(EXERCISE):
Go through the data below and gather each line containing "joint".

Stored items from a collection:
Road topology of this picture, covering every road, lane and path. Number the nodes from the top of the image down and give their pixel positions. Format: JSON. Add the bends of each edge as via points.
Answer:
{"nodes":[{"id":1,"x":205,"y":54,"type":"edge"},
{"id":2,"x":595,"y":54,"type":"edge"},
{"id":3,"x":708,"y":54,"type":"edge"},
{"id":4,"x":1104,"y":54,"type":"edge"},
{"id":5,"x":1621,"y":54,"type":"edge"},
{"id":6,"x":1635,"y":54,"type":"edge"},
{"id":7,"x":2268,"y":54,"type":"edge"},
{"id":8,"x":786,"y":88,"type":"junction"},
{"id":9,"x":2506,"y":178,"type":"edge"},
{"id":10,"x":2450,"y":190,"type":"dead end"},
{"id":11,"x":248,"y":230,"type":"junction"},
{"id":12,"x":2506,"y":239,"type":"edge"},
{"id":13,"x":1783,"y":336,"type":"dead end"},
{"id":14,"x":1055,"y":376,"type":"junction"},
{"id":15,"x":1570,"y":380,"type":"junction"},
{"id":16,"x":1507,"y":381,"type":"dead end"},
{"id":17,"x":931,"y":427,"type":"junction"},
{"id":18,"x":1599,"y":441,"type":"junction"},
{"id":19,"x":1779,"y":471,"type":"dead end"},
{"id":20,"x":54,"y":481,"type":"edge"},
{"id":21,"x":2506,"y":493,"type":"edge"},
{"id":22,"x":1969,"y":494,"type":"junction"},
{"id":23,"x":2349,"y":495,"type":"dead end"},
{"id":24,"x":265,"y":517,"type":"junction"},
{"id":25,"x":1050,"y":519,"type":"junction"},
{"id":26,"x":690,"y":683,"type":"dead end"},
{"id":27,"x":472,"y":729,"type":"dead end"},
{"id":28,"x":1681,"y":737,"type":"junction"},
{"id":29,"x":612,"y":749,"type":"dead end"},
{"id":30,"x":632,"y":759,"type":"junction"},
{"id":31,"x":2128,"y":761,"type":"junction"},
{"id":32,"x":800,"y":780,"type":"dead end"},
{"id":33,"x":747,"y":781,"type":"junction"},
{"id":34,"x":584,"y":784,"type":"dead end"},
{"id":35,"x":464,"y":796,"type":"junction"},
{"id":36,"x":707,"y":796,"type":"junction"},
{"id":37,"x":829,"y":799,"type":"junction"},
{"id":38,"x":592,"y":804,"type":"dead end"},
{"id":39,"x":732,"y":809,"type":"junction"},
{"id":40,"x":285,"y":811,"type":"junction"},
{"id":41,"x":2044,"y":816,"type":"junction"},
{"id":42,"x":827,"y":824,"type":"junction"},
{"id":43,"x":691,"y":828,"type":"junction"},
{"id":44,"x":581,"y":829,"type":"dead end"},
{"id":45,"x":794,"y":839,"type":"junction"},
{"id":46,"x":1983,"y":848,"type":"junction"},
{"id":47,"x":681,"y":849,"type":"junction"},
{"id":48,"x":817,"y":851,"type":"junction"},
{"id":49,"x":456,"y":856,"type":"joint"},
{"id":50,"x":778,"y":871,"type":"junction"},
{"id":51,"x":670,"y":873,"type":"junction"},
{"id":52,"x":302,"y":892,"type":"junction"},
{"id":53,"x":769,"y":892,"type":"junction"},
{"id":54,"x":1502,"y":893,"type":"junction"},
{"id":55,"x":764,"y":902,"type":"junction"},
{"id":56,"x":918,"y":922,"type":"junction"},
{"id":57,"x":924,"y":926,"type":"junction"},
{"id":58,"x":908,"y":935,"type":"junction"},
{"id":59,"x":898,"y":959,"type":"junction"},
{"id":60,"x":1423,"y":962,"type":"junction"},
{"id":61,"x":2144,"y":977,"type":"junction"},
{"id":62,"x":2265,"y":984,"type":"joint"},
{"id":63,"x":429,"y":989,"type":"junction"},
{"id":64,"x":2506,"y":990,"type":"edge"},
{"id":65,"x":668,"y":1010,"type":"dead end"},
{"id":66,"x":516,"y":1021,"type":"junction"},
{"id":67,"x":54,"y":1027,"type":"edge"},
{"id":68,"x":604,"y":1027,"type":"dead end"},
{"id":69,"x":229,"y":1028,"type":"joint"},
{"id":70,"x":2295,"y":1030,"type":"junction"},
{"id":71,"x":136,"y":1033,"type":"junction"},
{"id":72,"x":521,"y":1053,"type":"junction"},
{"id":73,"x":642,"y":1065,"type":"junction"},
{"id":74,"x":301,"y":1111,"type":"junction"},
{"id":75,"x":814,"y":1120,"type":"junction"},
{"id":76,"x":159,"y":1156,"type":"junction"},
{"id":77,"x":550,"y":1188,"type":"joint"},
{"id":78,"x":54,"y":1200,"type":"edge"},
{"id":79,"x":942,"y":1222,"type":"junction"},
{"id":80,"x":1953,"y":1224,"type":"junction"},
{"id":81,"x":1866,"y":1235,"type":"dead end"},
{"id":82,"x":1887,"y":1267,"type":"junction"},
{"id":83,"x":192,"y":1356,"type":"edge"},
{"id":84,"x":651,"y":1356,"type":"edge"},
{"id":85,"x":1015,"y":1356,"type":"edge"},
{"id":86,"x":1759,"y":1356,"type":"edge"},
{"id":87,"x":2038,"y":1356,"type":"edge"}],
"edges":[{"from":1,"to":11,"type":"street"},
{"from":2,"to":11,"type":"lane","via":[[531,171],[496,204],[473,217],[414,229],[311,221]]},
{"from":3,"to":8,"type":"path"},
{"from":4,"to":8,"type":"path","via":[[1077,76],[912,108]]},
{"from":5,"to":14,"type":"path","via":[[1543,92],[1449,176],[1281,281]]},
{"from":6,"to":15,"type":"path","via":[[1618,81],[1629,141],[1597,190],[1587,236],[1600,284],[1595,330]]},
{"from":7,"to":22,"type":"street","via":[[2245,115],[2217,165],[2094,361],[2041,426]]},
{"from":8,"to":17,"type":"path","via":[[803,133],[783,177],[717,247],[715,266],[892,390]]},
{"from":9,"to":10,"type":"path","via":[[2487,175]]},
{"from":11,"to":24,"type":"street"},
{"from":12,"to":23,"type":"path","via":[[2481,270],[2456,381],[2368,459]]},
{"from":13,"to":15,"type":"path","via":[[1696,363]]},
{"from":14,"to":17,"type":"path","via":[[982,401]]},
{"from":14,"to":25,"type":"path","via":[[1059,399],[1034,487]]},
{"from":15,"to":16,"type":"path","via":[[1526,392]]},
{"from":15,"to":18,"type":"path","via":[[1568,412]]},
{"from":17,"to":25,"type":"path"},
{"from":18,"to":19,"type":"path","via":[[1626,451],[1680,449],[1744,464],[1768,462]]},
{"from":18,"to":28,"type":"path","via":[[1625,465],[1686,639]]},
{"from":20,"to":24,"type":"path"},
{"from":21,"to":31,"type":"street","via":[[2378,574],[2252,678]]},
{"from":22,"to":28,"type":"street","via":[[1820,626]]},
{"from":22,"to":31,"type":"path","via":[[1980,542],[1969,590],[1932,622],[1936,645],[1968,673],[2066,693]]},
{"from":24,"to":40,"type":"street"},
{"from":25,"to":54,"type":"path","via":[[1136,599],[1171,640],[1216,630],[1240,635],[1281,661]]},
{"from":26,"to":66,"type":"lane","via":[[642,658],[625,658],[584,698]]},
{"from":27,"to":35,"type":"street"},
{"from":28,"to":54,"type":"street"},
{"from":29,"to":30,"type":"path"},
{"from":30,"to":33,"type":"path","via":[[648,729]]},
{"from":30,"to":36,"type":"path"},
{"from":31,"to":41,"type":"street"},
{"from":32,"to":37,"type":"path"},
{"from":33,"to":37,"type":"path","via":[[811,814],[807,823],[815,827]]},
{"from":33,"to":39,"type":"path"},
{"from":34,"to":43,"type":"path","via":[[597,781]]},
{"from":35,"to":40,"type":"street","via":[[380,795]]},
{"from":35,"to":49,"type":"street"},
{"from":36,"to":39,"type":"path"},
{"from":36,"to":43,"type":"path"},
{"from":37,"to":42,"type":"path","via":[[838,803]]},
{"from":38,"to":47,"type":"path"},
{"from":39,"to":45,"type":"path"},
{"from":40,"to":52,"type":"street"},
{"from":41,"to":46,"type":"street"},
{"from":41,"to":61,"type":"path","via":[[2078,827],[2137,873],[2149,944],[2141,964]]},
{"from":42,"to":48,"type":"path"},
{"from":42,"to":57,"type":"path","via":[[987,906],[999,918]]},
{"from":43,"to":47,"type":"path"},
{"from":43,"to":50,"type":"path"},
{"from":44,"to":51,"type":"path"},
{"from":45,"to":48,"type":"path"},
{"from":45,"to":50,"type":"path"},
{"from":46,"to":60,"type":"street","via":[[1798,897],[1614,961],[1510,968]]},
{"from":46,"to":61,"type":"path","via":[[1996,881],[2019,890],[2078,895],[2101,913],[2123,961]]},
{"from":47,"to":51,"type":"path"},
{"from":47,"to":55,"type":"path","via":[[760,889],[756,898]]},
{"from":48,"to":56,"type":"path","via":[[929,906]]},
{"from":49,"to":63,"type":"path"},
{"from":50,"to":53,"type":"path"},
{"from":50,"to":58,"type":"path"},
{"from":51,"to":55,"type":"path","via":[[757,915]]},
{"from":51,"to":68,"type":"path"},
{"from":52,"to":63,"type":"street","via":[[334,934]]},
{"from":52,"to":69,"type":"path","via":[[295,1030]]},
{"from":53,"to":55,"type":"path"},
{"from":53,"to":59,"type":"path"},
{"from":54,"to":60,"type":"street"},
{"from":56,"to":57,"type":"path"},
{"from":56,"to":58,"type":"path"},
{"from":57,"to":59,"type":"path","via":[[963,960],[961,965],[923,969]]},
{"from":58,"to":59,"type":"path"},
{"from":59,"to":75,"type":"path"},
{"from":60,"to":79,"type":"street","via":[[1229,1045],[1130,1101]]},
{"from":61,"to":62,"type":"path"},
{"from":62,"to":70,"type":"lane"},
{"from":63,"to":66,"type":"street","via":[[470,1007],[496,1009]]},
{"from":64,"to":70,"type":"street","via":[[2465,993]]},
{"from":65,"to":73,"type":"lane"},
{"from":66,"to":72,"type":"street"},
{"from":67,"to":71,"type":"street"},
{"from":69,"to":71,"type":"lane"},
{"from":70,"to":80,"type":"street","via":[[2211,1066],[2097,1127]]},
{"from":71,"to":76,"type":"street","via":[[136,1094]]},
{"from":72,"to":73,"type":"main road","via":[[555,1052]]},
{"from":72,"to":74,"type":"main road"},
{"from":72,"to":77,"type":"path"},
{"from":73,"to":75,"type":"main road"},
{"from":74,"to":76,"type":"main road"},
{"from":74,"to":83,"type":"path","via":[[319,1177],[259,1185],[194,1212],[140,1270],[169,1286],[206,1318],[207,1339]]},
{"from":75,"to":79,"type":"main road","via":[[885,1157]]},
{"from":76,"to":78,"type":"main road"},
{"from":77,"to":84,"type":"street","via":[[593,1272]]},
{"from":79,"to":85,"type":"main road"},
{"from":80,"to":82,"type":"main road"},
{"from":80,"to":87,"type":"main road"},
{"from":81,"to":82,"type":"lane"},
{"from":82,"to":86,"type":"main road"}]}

(EXPECTED ANSWER):
{"id":49,"x":456,"y":856,"type":"joint"},
{"id":62,"x":2265,"y":984,"type":"joint"},
{"id":69,"x":229,"y":1028,"type":"joint"},
{"id":77,"x":550,"y":1188,"type":"joint"},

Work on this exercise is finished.